* [INPUT DATA]:
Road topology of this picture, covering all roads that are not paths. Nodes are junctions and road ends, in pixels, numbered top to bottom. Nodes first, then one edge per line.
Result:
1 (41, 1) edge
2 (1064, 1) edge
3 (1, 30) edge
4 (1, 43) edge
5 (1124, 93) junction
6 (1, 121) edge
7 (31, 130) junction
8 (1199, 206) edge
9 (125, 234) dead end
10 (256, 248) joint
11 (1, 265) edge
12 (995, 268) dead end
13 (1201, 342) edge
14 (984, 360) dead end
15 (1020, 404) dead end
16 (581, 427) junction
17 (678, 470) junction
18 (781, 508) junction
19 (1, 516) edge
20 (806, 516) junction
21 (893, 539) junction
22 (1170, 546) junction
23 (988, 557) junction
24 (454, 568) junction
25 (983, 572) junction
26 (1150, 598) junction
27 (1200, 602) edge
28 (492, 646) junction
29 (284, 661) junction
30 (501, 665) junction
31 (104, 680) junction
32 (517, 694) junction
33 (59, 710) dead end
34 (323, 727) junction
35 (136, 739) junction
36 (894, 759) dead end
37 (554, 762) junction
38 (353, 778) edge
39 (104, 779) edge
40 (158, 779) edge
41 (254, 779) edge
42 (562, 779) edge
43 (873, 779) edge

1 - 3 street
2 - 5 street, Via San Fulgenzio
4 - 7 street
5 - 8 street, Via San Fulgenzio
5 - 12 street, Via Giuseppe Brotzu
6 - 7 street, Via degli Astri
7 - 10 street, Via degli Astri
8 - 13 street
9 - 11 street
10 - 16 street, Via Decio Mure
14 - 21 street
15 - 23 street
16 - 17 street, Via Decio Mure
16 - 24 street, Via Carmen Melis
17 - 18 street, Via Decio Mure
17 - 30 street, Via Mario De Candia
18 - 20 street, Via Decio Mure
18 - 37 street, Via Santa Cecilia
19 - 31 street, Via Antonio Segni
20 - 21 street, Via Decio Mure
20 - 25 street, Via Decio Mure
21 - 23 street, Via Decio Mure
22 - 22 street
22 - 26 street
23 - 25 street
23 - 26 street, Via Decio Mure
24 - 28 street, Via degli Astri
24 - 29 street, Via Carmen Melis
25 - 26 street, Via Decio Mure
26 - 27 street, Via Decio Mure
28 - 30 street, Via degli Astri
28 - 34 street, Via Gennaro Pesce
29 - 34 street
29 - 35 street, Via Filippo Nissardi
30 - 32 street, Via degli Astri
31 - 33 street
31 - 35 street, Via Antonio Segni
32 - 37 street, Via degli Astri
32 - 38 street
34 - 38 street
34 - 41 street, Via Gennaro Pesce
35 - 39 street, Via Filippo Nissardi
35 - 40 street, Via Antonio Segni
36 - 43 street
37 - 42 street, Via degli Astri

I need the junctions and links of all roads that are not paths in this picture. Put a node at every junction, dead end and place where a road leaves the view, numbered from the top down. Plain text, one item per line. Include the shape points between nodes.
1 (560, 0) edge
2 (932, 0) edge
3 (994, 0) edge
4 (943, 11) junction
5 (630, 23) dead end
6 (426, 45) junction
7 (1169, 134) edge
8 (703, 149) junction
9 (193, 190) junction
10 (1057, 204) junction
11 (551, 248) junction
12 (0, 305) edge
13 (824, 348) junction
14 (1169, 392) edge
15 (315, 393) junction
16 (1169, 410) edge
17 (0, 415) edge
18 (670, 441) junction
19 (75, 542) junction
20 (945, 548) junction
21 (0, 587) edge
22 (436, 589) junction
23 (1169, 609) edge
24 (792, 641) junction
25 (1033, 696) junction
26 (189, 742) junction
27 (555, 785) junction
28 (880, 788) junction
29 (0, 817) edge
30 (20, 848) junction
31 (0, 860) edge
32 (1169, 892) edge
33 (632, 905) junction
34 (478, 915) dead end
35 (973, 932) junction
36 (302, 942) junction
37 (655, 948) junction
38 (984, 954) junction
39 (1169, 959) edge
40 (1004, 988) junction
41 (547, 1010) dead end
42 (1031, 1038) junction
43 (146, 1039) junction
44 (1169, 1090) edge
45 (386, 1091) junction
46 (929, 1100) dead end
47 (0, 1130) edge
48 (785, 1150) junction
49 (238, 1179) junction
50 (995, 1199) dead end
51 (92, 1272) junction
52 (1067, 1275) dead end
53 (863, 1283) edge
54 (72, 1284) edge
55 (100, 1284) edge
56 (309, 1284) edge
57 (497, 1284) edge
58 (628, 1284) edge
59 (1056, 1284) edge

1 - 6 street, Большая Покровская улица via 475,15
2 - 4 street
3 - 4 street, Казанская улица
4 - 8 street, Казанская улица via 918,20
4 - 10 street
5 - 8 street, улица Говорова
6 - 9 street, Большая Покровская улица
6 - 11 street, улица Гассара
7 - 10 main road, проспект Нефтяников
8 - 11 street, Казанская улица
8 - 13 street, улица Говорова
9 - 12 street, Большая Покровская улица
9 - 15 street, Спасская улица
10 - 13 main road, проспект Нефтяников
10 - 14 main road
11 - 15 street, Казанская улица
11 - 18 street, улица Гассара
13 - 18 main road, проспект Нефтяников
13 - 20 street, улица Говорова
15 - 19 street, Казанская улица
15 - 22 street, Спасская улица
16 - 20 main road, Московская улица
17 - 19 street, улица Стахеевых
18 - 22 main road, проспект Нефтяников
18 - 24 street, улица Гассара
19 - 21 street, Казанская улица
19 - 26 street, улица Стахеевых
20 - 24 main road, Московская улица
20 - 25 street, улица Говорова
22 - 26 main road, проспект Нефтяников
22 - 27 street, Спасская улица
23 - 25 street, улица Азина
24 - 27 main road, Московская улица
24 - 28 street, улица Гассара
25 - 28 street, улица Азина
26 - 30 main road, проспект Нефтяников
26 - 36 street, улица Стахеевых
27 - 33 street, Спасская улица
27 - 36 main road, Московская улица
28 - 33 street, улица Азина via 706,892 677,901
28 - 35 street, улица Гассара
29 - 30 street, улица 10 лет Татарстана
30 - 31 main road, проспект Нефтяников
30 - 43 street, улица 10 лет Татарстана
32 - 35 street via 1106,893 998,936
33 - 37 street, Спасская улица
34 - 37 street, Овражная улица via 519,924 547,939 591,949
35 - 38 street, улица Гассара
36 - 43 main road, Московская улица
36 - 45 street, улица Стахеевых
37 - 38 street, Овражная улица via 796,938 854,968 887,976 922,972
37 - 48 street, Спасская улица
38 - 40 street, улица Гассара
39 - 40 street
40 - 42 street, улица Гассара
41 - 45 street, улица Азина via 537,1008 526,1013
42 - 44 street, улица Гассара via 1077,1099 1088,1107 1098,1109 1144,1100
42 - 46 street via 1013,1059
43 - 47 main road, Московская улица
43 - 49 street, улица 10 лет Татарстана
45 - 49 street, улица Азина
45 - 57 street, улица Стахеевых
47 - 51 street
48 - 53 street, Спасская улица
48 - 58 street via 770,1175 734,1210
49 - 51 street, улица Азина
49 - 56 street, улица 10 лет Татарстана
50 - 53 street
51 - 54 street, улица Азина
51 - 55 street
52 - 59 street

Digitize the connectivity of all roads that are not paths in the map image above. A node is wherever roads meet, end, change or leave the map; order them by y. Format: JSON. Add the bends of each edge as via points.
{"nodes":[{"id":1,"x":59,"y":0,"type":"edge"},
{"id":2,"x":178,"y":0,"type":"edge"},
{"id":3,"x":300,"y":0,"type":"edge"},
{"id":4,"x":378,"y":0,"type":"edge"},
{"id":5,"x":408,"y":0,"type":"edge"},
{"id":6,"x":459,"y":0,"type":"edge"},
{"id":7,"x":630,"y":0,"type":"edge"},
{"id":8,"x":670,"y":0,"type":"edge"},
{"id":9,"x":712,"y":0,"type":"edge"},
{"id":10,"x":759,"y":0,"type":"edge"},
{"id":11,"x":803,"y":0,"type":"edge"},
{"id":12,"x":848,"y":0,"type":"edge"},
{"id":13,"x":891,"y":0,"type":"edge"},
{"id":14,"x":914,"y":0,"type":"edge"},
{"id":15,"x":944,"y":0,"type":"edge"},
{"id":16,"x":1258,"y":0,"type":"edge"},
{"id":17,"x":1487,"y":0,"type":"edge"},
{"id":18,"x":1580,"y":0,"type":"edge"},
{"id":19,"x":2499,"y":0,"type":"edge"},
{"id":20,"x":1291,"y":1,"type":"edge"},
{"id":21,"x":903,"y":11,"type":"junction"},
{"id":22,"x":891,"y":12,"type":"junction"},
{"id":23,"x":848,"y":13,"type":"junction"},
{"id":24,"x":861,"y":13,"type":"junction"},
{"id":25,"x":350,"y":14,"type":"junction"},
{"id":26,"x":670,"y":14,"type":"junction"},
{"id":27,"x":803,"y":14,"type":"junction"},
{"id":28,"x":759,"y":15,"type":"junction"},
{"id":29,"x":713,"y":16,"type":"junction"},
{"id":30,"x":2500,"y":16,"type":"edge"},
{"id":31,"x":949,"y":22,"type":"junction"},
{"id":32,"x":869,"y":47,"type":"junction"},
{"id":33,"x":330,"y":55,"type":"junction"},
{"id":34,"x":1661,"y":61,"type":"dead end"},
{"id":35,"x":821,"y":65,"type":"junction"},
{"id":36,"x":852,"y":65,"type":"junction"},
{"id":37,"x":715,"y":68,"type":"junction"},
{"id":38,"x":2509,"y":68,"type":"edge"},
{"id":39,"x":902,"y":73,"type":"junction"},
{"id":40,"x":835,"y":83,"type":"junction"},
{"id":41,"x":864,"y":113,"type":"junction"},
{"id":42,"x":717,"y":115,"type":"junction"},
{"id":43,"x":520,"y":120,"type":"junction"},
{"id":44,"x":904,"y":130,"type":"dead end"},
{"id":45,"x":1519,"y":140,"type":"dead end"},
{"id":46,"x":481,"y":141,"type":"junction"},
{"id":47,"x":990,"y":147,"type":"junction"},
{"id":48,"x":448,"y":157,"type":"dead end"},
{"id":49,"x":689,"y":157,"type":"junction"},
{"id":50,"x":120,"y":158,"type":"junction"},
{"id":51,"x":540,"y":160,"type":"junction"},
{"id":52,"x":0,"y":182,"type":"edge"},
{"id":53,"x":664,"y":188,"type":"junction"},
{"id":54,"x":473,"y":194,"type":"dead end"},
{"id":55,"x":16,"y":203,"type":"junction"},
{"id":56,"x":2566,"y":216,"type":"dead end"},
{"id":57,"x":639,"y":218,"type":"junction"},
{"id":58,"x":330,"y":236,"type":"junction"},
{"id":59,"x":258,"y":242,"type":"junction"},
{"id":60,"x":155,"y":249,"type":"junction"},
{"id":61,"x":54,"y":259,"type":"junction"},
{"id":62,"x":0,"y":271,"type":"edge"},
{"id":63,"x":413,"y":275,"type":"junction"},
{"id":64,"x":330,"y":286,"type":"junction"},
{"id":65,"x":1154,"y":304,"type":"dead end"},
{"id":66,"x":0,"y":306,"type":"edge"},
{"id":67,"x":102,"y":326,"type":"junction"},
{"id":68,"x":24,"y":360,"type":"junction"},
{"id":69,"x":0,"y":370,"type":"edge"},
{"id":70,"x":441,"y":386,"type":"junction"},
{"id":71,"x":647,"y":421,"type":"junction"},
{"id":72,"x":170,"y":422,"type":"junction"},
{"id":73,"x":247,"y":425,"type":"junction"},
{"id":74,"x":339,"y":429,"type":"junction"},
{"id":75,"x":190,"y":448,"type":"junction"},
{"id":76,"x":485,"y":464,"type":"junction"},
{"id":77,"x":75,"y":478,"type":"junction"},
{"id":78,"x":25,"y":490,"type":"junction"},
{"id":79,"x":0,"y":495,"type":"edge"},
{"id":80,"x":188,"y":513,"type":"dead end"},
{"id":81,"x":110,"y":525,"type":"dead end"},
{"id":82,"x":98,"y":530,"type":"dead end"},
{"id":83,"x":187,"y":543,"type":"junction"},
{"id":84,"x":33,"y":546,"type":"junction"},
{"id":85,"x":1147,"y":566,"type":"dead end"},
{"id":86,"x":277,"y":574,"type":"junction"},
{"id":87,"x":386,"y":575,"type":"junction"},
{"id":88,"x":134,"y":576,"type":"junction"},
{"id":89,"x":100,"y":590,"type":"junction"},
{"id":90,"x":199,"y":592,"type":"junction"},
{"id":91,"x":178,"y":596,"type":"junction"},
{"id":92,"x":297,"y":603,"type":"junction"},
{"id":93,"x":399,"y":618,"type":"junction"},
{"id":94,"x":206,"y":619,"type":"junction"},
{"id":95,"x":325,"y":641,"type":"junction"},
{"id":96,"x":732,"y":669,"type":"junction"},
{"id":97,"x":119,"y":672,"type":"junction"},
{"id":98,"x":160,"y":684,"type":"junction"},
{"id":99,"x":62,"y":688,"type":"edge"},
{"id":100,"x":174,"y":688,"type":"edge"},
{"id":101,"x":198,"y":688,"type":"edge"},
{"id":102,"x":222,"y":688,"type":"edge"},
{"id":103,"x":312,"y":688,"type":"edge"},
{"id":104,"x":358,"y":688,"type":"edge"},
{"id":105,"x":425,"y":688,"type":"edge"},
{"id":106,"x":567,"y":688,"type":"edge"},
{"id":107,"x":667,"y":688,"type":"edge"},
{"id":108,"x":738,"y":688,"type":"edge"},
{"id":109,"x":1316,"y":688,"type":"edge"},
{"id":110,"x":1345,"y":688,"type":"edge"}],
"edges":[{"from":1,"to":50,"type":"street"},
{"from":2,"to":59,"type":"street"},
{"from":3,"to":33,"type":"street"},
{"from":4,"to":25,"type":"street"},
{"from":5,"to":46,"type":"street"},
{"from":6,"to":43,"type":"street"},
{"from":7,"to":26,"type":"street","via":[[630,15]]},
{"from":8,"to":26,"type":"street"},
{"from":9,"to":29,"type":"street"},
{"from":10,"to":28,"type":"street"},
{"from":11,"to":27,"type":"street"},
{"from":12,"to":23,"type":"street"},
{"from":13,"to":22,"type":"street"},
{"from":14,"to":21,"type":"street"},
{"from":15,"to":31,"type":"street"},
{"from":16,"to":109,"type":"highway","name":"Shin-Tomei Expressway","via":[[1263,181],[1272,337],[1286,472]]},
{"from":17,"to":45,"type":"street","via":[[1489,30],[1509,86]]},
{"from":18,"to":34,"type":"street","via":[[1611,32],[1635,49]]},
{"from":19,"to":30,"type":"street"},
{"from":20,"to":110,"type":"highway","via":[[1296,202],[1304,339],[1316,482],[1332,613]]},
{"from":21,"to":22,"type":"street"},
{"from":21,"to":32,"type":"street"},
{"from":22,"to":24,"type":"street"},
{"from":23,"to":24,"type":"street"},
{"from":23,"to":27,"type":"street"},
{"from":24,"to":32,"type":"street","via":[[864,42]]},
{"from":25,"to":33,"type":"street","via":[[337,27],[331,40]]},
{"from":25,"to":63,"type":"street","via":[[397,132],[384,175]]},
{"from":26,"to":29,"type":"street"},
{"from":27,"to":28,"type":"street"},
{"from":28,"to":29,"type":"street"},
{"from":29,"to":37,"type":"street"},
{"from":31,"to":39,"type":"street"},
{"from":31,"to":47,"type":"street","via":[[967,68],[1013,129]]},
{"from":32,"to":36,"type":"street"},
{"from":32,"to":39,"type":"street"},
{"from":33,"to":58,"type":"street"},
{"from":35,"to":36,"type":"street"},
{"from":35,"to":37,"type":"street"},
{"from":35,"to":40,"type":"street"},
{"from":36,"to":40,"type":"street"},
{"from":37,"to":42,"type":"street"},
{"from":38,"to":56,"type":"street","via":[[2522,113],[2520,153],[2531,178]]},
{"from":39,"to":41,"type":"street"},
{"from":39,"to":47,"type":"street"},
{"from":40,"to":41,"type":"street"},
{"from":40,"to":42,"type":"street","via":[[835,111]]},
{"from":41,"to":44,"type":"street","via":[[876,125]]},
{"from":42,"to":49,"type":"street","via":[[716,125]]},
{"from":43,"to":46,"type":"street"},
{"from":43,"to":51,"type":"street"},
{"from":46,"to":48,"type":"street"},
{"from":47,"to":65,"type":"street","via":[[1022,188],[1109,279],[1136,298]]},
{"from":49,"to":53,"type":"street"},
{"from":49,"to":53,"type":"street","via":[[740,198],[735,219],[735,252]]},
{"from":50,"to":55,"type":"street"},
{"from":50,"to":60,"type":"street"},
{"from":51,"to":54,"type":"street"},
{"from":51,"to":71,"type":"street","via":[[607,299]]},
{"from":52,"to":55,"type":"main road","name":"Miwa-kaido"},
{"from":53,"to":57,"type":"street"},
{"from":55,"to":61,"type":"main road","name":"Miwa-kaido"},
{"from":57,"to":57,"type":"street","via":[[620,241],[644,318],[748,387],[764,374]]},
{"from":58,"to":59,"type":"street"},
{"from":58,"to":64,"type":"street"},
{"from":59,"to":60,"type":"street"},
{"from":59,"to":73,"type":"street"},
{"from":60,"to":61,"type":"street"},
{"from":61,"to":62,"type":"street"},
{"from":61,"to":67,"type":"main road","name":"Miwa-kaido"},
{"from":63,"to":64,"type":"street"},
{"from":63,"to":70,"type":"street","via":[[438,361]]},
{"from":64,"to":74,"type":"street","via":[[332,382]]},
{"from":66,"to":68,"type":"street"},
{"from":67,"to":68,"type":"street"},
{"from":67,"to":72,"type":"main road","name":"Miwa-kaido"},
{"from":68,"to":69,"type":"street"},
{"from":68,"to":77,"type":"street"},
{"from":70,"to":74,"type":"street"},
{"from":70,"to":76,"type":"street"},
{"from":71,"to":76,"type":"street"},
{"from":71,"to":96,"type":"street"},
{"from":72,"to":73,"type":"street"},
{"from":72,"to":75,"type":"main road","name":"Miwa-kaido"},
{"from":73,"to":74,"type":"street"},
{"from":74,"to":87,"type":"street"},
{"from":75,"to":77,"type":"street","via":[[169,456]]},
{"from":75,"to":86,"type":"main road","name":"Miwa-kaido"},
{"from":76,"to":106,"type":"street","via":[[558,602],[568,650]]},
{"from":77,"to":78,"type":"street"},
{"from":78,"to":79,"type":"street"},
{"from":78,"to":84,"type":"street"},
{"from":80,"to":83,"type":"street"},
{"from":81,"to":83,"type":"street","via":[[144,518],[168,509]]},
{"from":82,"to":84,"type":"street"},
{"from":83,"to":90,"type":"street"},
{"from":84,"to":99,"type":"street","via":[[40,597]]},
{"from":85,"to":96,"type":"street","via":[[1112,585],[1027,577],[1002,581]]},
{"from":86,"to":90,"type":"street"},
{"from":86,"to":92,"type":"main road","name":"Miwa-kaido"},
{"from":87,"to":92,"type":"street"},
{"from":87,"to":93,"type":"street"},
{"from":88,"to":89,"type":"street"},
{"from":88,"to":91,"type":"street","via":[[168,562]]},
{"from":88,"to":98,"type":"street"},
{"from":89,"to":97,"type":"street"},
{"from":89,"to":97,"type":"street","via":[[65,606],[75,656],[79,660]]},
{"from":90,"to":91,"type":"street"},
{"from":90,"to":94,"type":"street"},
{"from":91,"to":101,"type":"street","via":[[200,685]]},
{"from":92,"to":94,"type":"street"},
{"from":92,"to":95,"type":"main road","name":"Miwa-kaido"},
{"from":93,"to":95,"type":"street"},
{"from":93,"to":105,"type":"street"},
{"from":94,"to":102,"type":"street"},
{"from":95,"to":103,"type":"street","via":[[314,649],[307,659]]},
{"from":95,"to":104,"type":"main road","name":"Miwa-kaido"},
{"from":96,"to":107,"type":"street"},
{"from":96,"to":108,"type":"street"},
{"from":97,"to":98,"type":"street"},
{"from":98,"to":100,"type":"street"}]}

* [TASK TO COMPLETE]: Which lines of the data include "Gennaro"? Copy each of them.

* [ANSWER TO THE EXERCISE]:
28 - 34 street, Via Gennaro Pesce
34 - 41 street, Via Gennaro Pesce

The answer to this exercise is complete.